Within the framework of this study, I analyze three philosophical approaches to virtuality. According to the first approach, all virtual phenomena are fictitious - like Santa Claus or characters in a work of fiction. The second approach states that all virtual phenomena are interactive computer simulations. According to the third approach, virtual phenomena are digital objects.
As all three approaches have their shortcomings, I develop a fourth alternative, according to which all virtual phenomena approximate typical examples of the concepts regarding said phenomena. For example, a friendship based on face-to-face communication is a more typical example of friendship than a friendship that consists in correspondence. By reference to above, a virtual friendship is real if it is equivalent to typical examples of friendship. Virtual communities are real if they approximate typical examples of a community. 

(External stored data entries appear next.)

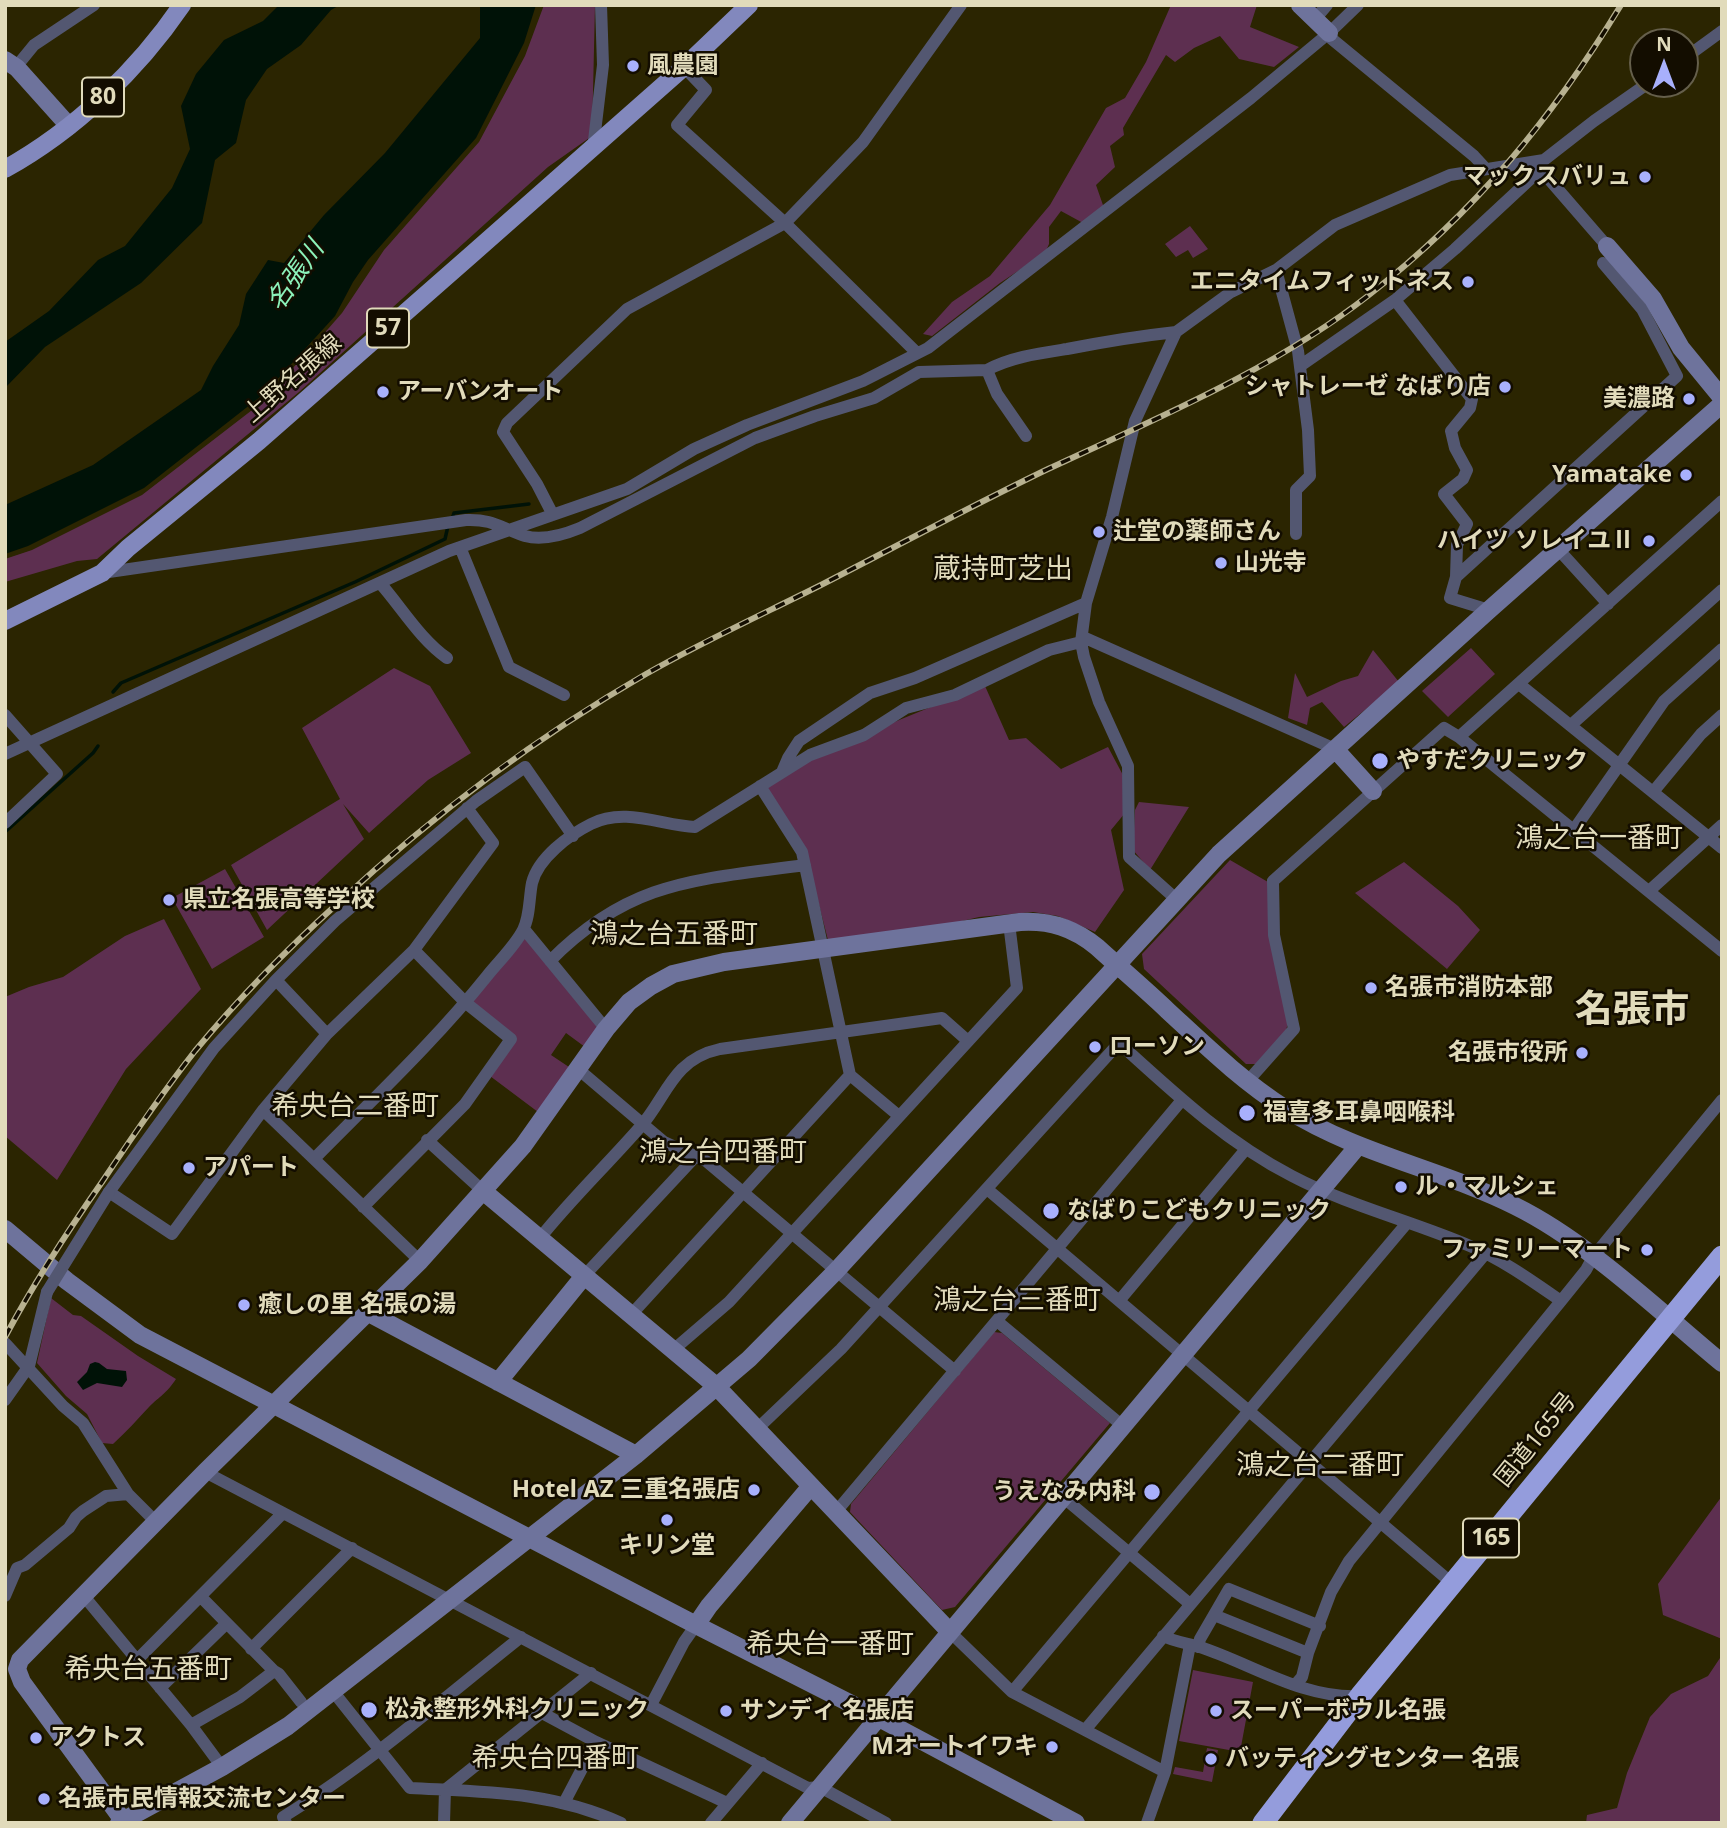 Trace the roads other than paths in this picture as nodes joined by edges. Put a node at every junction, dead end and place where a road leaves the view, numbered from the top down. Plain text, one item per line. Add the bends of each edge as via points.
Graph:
1 (94, 5) edge
2 (182, 5) edge
3 (601, 5) edge
4 (749, 5) edge
5 (961, 5) edge
6 (1300, 5) edge
7 (1327, 5) edge
8 (1358, 5) edge
9 (1315, 19) junction
10 (1722, 31) edge
11 (1328, 34) junction
12 (1699, 48) edge
13 (10, 64) edge
14 (684, 67) junction
15 (1629, 97) edge
16 (69, 126) junction
17 (593, 149) junction
18 (1538, 166) junction
19 (5, 169) edge
20 (1486, 169) junction
21 (785, 223) junction
22 (1605, 255) junction
23 (1276, 270) junction
24 (1395, 300) junction
25 (1176, 332) junction
26 (916, 353) junction
27 (1300, 366) junction
28 (987, 370) junction
29 (1722, 398) edge
30 (1722, 404) edge
31 (1026, 436) dead end
32 (1722, 501) edge
33 (553, 515) junction
34 (508, 529) junction
35 (1296, 534) dead end
36 (460, 547) junction
37 (1558, 549) junction
38 (102, 573) junction
39 (1457, 577) junction
40 (380, 583) junction
41 (1722, 590) edge
42 (1086, 603) junction
43 (1608, 604) junction
44 (1489, 610) junction
45 (5, 621) edge
46 (1082, 639) junction
47 (1722, 649) edge
48 (447, 658) dead end
49 (1520, 684) junction
50 (564, 695) dead end
51 (5, 715) edge
52 (1722, 715) edge
53 (1571, 726) junction
54 (1459, 737) junction
55 (30, 743) junction
56 (1335, 749) junction
57 (5, 754) edge
58 (1620, 765) junction
59 (782, 772) junction
60 (760, 786) junction
61 (1373, 791) junction
62 (1653, 792) junction
63 (467, 808) junction
64 (5, 823) edge
65 (1722, 825) edge
66 (1573, 831) junction
67 (573, 836) junction
68 (1708, 837) junction
69 (1722, 848) edge
70 (805, 864) junction
71 (1649, 891) junction
72 (1176, 899) junction
73 (1009, 923) junction
74 (524, 929) junction
75 (825, 949) junction
76 (414, 950) junction
77 (1722, 951) edge
78 (550, 961) junction
79 (1116, 964) junction
80 (276, 980) junction
81 (466, 1003) junction
82 (606, 1028) junction
83 (841, 1032) junction
84 (327, 1034) junction
85 (968, 1041) junction
86 (578, 1069) junction
87 (850, 1075) junction
88 (1247, 1082) junction
89 (1182, 1100) junction
90 (1722, 1100) edge
91 (263, 1110) junction
92 (899, 1116) junction
93 (643, 1124) junction
94 (428, 1140) junction
95 (1359, 1146) junction
96 (1246, 1149) junction
97 (696, 1156) junction
98 (315, 1158) junction
99 (987, 1189) junction
100 (483, 1191) junction
101 (1322, 1191) junction
102 (109, 1192) junction
103 (742, 1192) junction
104 (363, 1207) junction
105 (1407, 1223) junction
106 (5, 1229) edge
107 (793, 1234) junction
108 (540, 1238) junction
109 (1057, 1249) junction
110 (1486, 1254) junction
111 (1722, 1256) edge
112 (1593, 1257) junction
113 (420, 1261) junction
114 (836, 1271) junction
115 (584, 1276) junction
116 (1119, 1301) junction
117 (1561, 1301) junction
118 (878, 1307) junction
119 (367, 1312) junction
120 (630, 1315) junction
121 (1669, 1318) junction
122 (997, 1321) junction
123 (5, 1343) edge
124 (673, 1351) junction
125 (1183, 1355) junction
126 (1722, 1363) edge
127 (29, 1366) junction
128 (955, 1371) junction
129 (498, 1382) junction
130 (716, 1386) junction
131 (5, 1400) edge
132 (274, 1406) junction
133 (1249, 1410) junction
134 (1124, 1427) junction
135 (757, 1429) junction
136 (636, 1455) junction
137 (1310, 1462) junction
138 (205, 1472) junction
139 (811, 1486) junction
140 (128, 1494) junction
141 (1064, 1498) junction
142 (284, 1513) junction
143 (835, 1513) junction
144 (156, 1522) junction
145 (1381, 1522) junction
146 (532, 1538) junction
147 (352, 1548) junction
148 (1129, 1553) junction
149 (1453, 1584) junction
150 (83, 1595) junction
151 (5, 1596) edge
152 (201, 1597) junction
153 (449, 1599) junction
154 (1191, 1604) junction
155 (1214, 1615) junction
156 (226, 1624) junction
157 (696, 1625) junction
158 (1320, 1626) junction
159 (950, 1632) junction
160 (1163, 1636) junction
161 (521, 1637) junction
162 (1194, 1646) junction
163 (251, 1649) junction
164 (1308, 1653) junction
165 (137, 1660) junction
166 (11, 1667) edge
167 (274, 1671) junction
168 (591, 1673) junction
169 (1296, 1684) junction
170 (160, 1688) junction
171 (332, 1690) junction
172 (1012, 1692) junction
173 (1360, 1696) junction
174 (300, 1702) dead end
175 (651, 1705) junction
176 (541, 1713) junction
177 (879, 1718) junction
178 (191, 1725) junction
179 (1085, 1730) junction
180 (596, 1742) junction
181 (379, 1749) junction
182 (762, 1763) junction
183 (222, 1767) junction
184 (1165, 1772) junction
185 (820, 1787) junction
186 (445, 1790) junction
187 (564, 1803) junction
188 (727, 1804) junction
189 (122, 1822) edge
190 (286, 1823) edge
191 (444, 1823) edge
192 (621, 1823) edge
193 (711, 1823) edge
194 (790, 1823) edge
195 (886, 1823) edge
196 (1076, 1823) edge
197 (1147, 1823) edge
198 (1263, 1823) edge

1 - 13 street
2 - 16 main road, 80 via 128,71
3 - 17 street via 603,65
4 - 14 main road, 上野名張線 / 57
5 - 21 street via 863,142
6 - 9 street
7 - 9 street
8 - 11 street
9 - 11 street
10 - 12 street
11 - 20 street
11 - 26 street via 985,306
13 - 16 street
14 - 17 main road, 上野名張線 / 57
14 - 21 street via 706,90 677,125
15 - 18 street
16 - 19 main road, 80
17 - 38 main road, 上野名張線 / 57
18 - 20 street
18 - 22 street
18 - 24 street via 1455,249
20 - 23 street via 1450,176 1335,225
21 - 26 street
21 - 33 street via 627,309 504,427
22 - 29 street via 1653,299 1681,348
22 - 39 street via 1642,309 1677,376
23 - 25 street via 1231,292
23 - 27 street
24 - 27 street
24 - 39 street via 1472,399 1451,431 1467,471 1444,494 1466,524 1457,545
25 - 28 street via 1043,353
25 - 42 street via 1135,421
26 - 33 street via 863,381 694,449 627,489
27 - 35 street via 1310,476 1296,490
28 - 31 street
28 - 34 street via 919,372 874,398 755,438 566,534 528,537
30 - 37 street
32 - 43 street
33 - 34 street
34 - 36 street
34 - 38 street via 483,519 451,521
36 - 40 street
36 - 50 street via 509,667
37 - 43 street
37 - 44 street
38 - 45 main road, 上野名張線 / 57
39 - 44 street via 1450,598
40 - 48 street via 431,647
40 - 55 street
41 - 53 street
42 - 46 street
42 - 59 street via 870,694 799,741
43 - 49 street
44 - 56 street
46 - 56 street
46 - 59 street via 955,695 906,708 864,735 810,754
46 - 72 street via 1099,702 1128,766 1129,857
47 - 58 street via 1664,701
49 - 53 street
49 - 54 street
51 - 55 street
52 - 62 street
53 - 58 street
54 - 61 street via 1444,728
54 - 66 street
55 - 57 street
55 - 64 street via 57,774
56 - 61 street
56 - 72 street
58 - 62 street
58 - 66 street
59 - 60 street
60 - 67 street via 695,827 631,817 603,820
60 - 70 street via 796,841
61 - 88 street via 1273,881 1275,935 1294,1029
62 - 68 street
63 - 67 street via 525,767
63 - 76 street via 493,843
63 - 80 street via 335,921
65 - 68 street
66 - 71 street
67 - 74 street via 536,872
68 - 69 street
68 - 71 street
70 - 75 street
70 - 78 street via 692,881 649,893 600,918
71 - 77 street
72 - 79 street
73 - 75 street
73 - 79 street via 1065,927 1085,937
73 - 85 street via 1017,988
74 - 78 street
74 - 81 street
75 - 82 street via 703,965 673,974 639,994
75 - 83 street
76 - 81 street
76 - 84 street
78 - 82 street
79 - 88 street
79 - 114 street
80 - 84 street
80 - 102 street via 214,1048
81 - 94 street via 511,1039 465,1104
81 - 98 street
82 - 86 street
83 - 85 street via 942,1017
83 - 87 street
83 - 93 street via 704,1054 676,1075
84 - 91 street
85 - 92 street
86 - 93 street
86 - 100 street
87 - 92 street
87 - 103 street
88 - 95 street via 1287,1110
89 - 96 street
89 - 99 street via 1119,1043
89 - 109 street
90 - 112 street
91 - 98 street
91 - 102 street via 172,1234
92 - 107 street
93 - 97 street via 664,1142
93 - 108 street
94 - 100 street
94 - 104 street
95 - 101 street
95 - 112 street via 1502,1199
96 - 101 street
96 - 116 street
97 - 103 street
97 - 115 street
98 - 104 street
99 - 109 street
99 - 118 street
100 - 108 street
100 - 113 street
101 - 105 street
101 - 125 street
102 - 127 street, bridge via 47,1292
103 - 107 street
103 - 120 street
104 - 113 street
105 - 110 street
105 - 133 street
106 - 132 street via 140,1335
107 - 114 street
107 - 124 street
108 - 115 street
109 - 116 street
109 - 122 street
110 - 117 street
110 - 137 street
111 - 121 highway, 国道165号 / 165
112 - 117 street
112 - 121 street
113 - 119 street
114 - 118 street
114 - 130 street
115 - 120 street
115 - 129 street
116 - 125 street
117 - 145 street
118 - 128 street
118 - 135 street
119 - 129 street
119 - 132 street
120 - 124 street
121 - 126 street
121 - 149 highway, 国道165号 / 165
122 - 128 street
122 - 134 street
123 - 127 street
124 - 130 street
125 - 133 street
125 - 134 street
127 - 131 street
127 - 140 street via 83,1423
128 - 143 street
129 - 136 street
130 - 135 street
130 - 136 street
132 - 138 street
132 - 146 street
133 - 137 street
133 - 148 street
134 - 141 street
135 - 139 street
136 - 146 street
137 - 145 street
137 - 154 street
138 - 142 street
138 - 144 street
139 - 143 street
139 - 157 street
140 - 144 street
140 - 151 street via 106,1496 83,1511 45,1549 17,1568
141 - 148 street
141 - 159 street
142 - 147 street
142 - 152 street
143 - 159 street
144 - 150 street
145 - 149 street
145 - 158 street via 1340,1575
146 - 153 street
146 - 157 street
147 - 153 street
147 - 163 street
148 - 154 street
148 - 172 street
149 - 173 highway, 国道165号 / 165
150 - 165 street
150 - 166 street
152 - 156 street
152 - 165 street
153 - 161 street
153 - 171 street
154 - 160 street
155 - 158 street via 1229,1589
155 - 162 street
155 - 164 street
156 - 163 street
156 - 170 street
157 - 175 street
157 - 177 street
158 - 164 street
159 - 172 street
159 - 177 street
160 - 162 street
160 - 179 street
161 - 168 street
161 - 181 street
162 - 169 street
162 - 184 street
163 - 167 street
164 - 169 street
165 - 170 street
166 - 189 street
167 - 174 street
167 - 178 street
168 - 175 street
168 - 176 street
169 - 173 street via 1304,1690
170 - 178 street
171 - 181 street
171 - 183 street via 288,1726
172 - 179 street
173 - 198 highway, 国道165号 / 165
175 - 182 street
176 - 180 street
176 - 186 street
177 - 185 street
177 - 196 street
178 - 183 street
179 - 184 street
180 - 187 street
180 - 188 street
181 - 186 street via 410,1788
181 - 190 street via 283,1817
182 - 185 street via 808,1788
182 - 188 street
183 - 189 street
184 - 197 street
185 - 194 street
185 - 195 street
186 - 187 street via 519,1794
186 - 191 street
187 - 192 street
188 - 193 street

The advantage of this approach is that, in order to talk about virtual phenomena, we do not need to assume that they are fictional, simulated, or digital objects which would raise additional metaphysical questions and therefore not resolve relevant conceptual confusion. I also question the common assumption that virtual and real things are inherently opposites. This assumption encourages in public and philosophical discussions simplistic criticism of virtual friendships, virtual communities, and other virtual phenomena. Often, this seemingly objective contrast between the virtual and the real is based on default value judgments instead of philosophical analysis. The approach proposed in my dissertation endeavors to direct virtual phenomena related philosophical discussions to a more empirical premise than before, where technical facts and qualitative and quantitative data would take center stage instead of intuitions.

Doctoral student Oliver Laas with Tallinn University’s Institute of Humanities defended his doctoral dissertation "Toward a Nominalist Theory of Virtuality" on September 11, 2023. The dissertation was supervised by Professor Tõnu Viik from Tallinn University and Andres Luure, PhD. Opponents of the dissertation were Professor Bruno Mölder with the University of Tartu and Professor Mark Silcox from the University of Central Oklahoma.